* **Listed entries**:
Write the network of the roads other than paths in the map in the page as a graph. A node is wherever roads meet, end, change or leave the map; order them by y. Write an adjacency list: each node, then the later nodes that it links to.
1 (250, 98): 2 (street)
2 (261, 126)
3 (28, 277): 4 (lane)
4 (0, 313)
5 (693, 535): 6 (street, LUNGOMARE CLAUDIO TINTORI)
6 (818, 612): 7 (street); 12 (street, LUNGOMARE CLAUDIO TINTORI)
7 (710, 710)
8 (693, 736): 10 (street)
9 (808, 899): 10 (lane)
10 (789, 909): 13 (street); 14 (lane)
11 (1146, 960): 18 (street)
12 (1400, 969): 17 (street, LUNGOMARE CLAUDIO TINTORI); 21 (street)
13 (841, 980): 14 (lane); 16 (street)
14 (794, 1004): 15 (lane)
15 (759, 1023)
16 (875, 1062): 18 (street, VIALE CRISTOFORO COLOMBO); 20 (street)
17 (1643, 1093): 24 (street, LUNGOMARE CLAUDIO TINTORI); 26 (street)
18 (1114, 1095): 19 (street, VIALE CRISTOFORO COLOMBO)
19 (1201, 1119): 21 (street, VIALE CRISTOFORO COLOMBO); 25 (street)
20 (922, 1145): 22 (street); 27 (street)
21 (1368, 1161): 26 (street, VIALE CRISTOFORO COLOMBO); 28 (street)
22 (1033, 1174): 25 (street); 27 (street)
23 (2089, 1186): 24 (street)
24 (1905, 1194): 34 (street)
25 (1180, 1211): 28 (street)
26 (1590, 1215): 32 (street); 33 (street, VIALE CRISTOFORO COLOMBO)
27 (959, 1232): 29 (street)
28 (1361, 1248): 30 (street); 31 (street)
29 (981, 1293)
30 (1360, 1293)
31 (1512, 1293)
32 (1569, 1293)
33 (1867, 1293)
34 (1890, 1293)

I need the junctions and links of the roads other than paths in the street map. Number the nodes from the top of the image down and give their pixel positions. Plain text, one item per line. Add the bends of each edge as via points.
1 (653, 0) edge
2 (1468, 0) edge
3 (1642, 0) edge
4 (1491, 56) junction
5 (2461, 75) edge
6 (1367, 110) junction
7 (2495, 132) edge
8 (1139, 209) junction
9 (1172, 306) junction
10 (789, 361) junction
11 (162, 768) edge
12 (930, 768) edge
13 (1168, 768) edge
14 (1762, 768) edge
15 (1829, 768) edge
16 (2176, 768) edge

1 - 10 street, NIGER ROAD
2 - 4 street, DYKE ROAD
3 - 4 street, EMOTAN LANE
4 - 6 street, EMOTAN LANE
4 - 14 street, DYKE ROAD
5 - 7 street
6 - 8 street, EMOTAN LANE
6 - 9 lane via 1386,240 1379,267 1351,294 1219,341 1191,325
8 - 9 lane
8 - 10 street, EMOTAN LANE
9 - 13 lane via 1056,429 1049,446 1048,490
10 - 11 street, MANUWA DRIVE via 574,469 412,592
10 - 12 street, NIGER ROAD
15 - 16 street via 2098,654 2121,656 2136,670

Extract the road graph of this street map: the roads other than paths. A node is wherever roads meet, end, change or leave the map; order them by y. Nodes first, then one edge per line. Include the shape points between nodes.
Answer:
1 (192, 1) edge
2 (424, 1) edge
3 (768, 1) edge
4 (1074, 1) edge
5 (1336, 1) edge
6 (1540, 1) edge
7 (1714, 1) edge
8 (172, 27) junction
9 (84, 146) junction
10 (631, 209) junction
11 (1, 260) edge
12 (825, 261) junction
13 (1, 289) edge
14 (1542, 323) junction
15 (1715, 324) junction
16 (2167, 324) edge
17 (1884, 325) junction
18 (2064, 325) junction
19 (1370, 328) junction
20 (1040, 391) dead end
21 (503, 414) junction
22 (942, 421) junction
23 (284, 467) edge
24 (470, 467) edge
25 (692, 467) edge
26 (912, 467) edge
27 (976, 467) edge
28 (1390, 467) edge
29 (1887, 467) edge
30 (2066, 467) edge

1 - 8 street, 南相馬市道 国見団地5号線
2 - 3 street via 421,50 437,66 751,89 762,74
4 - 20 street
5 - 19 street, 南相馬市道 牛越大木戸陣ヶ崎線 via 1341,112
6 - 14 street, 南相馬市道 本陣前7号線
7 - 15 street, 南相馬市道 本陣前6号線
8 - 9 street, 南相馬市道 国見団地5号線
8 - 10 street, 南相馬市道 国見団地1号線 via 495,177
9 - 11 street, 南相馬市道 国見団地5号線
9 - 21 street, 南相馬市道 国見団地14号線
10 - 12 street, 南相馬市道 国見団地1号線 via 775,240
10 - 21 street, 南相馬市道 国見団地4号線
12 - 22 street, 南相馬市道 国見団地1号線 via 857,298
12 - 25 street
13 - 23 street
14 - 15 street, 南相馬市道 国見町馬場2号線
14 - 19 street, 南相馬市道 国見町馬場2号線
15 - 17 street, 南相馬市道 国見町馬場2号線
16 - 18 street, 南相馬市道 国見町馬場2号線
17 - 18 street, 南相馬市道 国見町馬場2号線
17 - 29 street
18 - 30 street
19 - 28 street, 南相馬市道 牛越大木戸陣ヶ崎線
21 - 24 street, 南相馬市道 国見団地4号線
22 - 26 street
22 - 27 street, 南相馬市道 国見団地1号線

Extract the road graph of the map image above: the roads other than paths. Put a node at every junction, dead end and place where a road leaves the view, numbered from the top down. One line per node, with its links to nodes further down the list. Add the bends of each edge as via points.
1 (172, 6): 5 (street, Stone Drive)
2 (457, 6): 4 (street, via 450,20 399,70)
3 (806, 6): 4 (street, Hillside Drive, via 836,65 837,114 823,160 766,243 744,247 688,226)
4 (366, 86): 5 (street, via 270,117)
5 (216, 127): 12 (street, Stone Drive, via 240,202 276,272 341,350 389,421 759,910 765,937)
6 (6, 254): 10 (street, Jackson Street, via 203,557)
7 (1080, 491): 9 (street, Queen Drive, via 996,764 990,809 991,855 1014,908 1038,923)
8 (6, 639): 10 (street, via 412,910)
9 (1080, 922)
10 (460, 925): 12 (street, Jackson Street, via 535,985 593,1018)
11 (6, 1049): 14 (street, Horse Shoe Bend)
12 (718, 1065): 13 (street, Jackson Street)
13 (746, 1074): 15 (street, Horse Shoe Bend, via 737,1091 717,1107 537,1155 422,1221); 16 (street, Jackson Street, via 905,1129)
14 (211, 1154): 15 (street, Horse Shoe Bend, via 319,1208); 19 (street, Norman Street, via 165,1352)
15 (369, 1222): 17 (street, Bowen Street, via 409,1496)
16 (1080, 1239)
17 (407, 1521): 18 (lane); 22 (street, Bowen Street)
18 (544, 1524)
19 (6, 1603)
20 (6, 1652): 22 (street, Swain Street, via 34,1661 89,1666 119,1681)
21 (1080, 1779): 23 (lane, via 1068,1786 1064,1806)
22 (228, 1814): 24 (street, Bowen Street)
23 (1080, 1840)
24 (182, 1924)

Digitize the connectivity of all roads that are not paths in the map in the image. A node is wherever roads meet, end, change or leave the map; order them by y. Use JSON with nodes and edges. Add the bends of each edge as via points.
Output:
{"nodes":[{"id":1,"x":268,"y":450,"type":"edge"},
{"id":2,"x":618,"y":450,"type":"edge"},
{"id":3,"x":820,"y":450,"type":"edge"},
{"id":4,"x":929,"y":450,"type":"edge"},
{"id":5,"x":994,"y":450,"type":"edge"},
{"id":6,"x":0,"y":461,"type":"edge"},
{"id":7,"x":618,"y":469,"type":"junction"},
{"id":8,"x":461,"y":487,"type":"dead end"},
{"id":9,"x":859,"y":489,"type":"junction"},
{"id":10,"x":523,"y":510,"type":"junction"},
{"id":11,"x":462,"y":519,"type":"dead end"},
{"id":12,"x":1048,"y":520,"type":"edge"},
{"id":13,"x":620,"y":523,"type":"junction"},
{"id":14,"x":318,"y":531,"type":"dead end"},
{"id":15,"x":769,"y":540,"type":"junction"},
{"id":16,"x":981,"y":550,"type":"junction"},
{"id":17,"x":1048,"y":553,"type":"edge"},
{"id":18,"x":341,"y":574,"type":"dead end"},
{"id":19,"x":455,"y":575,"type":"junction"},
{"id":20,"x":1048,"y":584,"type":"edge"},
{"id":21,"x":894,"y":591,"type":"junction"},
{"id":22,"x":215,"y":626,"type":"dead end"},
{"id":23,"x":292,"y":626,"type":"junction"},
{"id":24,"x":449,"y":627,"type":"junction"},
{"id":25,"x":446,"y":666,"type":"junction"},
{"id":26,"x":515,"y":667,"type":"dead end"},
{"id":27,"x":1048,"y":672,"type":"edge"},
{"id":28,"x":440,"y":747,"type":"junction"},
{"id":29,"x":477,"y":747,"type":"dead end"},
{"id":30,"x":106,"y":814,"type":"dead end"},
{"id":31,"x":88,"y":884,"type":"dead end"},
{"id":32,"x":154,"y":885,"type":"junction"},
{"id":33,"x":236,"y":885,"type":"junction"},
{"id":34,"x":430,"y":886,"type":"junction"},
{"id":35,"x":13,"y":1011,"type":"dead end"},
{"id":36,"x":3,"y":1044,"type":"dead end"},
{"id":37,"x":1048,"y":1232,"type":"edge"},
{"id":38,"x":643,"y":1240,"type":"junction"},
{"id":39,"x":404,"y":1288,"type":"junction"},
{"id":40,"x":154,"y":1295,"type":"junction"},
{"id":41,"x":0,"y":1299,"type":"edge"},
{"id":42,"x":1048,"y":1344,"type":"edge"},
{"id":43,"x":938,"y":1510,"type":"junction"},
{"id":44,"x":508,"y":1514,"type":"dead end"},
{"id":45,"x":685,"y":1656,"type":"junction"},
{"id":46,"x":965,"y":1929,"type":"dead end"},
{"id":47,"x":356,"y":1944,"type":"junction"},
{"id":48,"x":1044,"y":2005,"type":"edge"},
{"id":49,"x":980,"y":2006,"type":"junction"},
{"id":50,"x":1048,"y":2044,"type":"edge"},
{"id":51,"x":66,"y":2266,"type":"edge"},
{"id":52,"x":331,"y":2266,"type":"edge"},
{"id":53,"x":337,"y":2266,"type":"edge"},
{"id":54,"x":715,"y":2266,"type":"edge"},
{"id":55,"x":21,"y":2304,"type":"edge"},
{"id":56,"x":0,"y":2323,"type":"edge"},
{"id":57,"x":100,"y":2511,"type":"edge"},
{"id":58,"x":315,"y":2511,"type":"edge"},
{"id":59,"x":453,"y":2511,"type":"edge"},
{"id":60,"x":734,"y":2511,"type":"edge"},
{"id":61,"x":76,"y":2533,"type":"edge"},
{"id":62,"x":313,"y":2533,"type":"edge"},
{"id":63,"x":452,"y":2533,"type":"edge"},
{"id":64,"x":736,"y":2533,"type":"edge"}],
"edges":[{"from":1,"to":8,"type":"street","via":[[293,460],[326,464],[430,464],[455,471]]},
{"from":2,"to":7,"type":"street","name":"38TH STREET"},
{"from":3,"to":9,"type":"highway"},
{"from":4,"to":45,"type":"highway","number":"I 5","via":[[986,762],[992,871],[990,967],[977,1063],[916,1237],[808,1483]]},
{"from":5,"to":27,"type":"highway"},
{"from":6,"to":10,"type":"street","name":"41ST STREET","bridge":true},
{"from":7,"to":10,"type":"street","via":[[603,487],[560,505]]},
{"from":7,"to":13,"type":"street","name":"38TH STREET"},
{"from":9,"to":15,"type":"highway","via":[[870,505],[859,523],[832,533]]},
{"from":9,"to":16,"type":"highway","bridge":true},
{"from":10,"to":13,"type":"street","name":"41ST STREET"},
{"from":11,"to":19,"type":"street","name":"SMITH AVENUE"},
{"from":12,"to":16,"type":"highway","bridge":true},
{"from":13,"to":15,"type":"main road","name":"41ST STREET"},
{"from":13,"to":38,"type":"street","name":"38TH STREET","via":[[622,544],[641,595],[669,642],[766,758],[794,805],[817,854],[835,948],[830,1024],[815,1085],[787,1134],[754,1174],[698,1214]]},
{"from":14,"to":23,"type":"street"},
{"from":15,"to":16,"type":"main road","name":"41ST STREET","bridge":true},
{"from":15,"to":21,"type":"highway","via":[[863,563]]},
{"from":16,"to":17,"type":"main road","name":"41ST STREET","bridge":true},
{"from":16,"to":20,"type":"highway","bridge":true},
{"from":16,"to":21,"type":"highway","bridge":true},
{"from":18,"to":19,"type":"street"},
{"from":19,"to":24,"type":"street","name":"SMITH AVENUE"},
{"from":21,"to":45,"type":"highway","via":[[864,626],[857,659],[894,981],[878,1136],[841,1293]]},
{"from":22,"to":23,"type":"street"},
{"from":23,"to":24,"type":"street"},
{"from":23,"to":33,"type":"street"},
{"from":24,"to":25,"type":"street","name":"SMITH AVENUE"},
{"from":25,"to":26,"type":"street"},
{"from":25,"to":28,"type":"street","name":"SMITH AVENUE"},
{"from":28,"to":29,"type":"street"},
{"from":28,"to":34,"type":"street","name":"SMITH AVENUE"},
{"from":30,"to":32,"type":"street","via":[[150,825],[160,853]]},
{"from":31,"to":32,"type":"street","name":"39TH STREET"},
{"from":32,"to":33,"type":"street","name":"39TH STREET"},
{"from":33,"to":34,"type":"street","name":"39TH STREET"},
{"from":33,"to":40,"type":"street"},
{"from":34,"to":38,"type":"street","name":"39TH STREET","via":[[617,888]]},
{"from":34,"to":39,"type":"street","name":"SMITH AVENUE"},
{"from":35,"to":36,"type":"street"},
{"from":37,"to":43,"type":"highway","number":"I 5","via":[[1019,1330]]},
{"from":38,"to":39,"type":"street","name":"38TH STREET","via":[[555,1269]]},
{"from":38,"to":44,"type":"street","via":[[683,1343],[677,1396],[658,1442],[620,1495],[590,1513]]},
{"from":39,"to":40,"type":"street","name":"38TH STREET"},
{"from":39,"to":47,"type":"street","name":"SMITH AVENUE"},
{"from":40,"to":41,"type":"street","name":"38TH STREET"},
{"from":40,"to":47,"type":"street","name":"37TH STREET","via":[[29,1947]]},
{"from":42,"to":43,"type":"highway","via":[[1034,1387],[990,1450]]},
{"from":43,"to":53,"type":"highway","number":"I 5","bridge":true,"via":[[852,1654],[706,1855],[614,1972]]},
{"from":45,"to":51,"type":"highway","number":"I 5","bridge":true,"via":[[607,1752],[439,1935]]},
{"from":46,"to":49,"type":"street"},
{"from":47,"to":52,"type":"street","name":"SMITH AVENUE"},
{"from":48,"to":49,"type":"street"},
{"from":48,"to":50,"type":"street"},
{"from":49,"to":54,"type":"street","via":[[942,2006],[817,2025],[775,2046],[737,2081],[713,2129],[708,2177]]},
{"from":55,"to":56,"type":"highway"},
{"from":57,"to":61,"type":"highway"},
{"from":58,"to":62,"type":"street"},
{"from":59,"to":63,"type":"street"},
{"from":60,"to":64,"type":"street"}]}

* **Task**:
Which lines in the data above contain "Horse"? Show each one.

* **Expected output**:
11 (6, 1049): 14 (street, Horse Shoe Bend)
13 (746, 1074): 15 (street, Horse Shoe Bend, via 737,1091 717,1107 537,1155 422,1221); 16 (street, Jackson Street, via 905,1129)
14 (211, 1154): 15 (street, Horse Shoe Bend, via 319,1208); 19 (street, Norman Street, via 165,1352)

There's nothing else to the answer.